Best known outside Brazil for his work as a Black vindicationist, food scholar and folklorist, the Afro-Brazilian polymath Manuel Raymundo Querino (1851–1923) was also an abolitionist, journalist, labor leader, politician, musician, painter and art historian. [1] In the field of anthropology, he was the first Black scholar to study the history, culture and origins of the enslaved Africans and their descendants in Brazil, based on his personal experience and respectful interviews with elderly Africans who had survived the transatlantic crossing and enslavement. [2] He described his work as a continuation of the studies of African and Afro-Brazilian culture initiated by Raimundo Nina Rodrigues (Querino 1955 [1916] : 19), who died in Paris in 1906 at the age of 44, and is generally considered a pioneer in that field. However, Querino was the first practitioner-scholar to study African culture in Brazil, and his view of Africans—and particularly of racial mixture—was much more positive and optimistic than the racialist, pessimistic stance taken by Nina (as he is known) and most white intellectuals of that time. [3] Pseudoscientific racism was so widespread and generally accepted in scientific circles of his time that Querino’s courageous stance in defense of Africans and their descendants—now called Black vindicationism —could be compared with Galileo’s rejection of a geocentric universe. [4] A forensic physician and psychiatrist, Nina Rodrigues believed that Blacks were not only legally insane (2011 [1894]) but were holding back progress in Brazil while enfeebling its population through miscegenation. In contrast, Querino called his African informants “velhos respeitáveis” (“venerable elders”) (1938 : 24), and listed the positive contributions that Africans and their descendants had made to his country in O colono preto como fator da civilização brasileira (1918, The Black colonist as a factor in Brazilian civilization).

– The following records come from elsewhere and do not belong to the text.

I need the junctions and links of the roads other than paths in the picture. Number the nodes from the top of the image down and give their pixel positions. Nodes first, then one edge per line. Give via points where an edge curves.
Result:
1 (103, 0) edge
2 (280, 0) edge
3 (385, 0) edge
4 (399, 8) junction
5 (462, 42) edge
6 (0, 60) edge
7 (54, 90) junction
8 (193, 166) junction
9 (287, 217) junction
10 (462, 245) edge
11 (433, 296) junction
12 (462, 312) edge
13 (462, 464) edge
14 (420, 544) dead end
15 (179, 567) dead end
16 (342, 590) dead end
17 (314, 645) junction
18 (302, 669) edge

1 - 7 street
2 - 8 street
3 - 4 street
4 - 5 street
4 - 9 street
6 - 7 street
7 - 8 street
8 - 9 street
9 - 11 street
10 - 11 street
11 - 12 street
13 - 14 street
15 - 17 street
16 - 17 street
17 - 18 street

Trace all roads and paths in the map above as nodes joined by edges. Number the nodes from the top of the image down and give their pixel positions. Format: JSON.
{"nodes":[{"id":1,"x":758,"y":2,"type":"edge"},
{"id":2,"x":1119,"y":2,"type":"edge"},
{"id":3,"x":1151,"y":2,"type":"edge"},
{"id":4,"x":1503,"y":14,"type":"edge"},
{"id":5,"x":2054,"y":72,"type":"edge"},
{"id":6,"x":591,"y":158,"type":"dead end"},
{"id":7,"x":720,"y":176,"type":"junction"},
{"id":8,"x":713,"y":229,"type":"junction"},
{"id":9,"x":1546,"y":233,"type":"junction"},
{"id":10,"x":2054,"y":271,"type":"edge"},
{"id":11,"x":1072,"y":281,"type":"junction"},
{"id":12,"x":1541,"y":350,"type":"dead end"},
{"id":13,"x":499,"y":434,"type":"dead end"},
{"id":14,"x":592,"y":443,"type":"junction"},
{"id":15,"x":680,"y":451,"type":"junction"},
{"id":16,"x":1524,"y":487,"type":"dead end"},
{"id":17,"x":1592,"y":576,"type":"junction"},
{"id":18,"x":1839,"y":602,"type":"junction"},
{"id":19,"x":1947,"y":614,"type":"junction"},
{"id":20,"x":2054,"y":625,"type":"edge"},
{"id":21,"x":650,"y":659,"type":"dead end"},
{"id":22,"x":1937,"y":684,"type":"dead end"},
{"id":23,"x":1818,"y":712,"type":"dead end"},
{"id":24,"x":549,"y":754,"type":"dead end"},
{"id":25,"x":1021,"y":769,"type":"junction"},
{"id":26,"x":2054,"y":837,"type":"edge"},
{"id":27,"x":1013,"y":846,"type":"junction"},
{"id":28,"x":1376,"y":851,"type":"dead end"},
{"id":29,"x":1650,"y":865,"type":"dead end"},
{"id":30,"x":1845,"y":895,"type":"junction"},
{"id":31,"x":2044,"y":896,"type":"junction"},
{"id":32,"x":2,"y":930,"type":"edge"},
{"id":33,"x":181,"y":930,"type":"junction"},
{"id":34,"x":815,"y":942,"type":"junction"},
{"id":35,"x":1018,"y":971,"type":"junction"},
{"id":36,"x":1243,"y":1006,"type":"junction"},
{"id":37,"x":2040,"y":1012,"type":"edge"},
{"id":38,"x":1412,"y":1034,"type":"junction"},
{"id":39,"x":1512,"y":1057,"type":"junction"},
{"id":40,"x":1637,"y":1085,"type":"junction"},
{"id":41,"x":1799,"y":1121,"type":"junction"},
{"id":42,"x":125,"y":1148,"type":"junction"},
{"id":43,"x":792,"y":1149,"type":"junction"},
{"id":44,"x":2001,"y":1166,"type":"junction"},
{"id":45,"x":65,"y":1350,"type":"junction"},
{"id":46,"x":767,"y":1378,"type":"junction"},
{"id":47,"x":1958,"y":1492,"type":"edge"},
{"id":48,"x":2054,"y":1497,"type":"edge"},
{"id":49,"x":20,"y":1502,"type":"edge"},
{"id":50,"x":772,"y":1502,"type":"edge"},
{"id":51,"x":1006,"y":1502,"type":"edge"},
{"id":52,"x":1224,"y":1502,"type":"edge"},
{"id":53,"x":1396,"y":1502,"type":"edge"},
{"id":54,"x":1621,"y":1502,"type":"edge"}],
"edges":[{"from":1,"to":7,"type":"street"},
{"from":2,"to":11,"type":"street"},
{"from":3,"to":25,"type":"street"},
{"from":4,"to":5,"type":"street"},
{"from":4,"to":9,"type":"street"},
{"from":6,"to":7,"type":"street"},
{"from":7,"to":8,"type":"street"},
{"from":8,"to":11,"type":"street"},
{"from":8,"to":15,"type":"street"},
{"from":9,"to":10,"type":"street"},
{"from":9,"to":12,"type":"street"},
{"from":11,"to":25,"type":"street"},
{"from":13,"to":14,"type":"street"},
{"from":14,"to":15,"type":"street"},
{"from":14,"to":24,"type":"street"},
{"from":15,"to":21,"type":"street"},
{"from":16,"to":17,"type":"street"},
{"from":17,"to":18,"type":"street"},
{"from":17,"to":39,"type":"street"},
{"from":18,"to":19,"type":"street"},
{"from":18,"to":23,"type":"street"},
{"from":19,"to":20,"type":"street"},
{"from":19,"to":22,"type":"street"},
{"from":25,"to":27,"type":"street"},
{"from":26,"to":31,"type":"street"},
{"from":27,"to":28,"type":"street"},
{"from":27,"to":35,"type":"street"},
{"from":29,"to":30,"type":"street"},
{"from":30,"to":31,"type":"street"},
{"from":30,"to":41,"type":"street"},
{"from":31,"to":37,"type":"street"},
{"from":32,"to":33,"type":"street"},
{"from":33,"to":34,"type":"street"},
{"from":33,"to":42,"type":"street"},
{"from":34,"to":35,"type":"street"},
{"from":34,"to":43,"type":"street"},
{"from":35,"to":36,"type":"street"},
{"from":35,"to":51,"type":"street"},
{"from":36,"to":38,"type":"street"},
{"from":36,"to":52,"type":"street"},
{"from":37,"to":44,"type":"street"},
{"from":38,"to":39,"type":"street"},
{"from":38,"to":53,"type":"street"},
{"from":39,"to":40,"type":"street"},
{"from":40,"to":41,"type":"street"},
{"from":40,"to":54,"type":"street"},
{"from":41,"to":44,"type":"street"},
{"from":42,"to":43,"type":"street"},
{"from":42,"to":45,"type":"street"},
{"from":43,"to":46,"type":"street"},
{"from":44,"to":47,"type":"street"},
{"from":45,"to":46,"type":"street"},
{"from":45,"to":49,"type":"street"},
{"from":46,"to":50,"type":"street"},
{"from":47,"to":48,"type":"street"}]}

Querino studied at the Colégio Vinte e Cinco de Março and the Liceu de Artes e Ofícios (School of Arts and Crafts), where he learned French and honed his native Portuguese, before going on to become a founding student of the Academy—later School—of Fine Art. Although most sources state that he failed to obtain a degree in architecture, Querino obtained a teaching certificate in geometric drawing. He was also the author of several books in the fields of art history, folk dance, ethnology, Black vindicationism, folklore and food studies.

It is important to stress these aspects of Querino’s education and background, as it has often been said and written that he was autodidata, meaning autodidact or self-taught. Many have interpreted this to mean that he received no formal education or was even illiterate. Querino may have been a “self-taught” ethnologist because, in his day, there were no courses or studies or professors in cultural anthropology in Brazil, as we know them today. [5] However, by that standard, all ethnologists of his time were autodidacts in the early days of anthropology, which was heavily based on anthropometry (many of Querino’s contemporaries—including Nina Rodrigues—believed in the scientific validity of craniometry). [6] This article is part of a decades-long campaign to restore Querino to his rightful place among ground-breaking Brazilian scholars, as well as the international pantheon of people of African descent who challenged racist stereotypes and the ideology of scientific racism. [7]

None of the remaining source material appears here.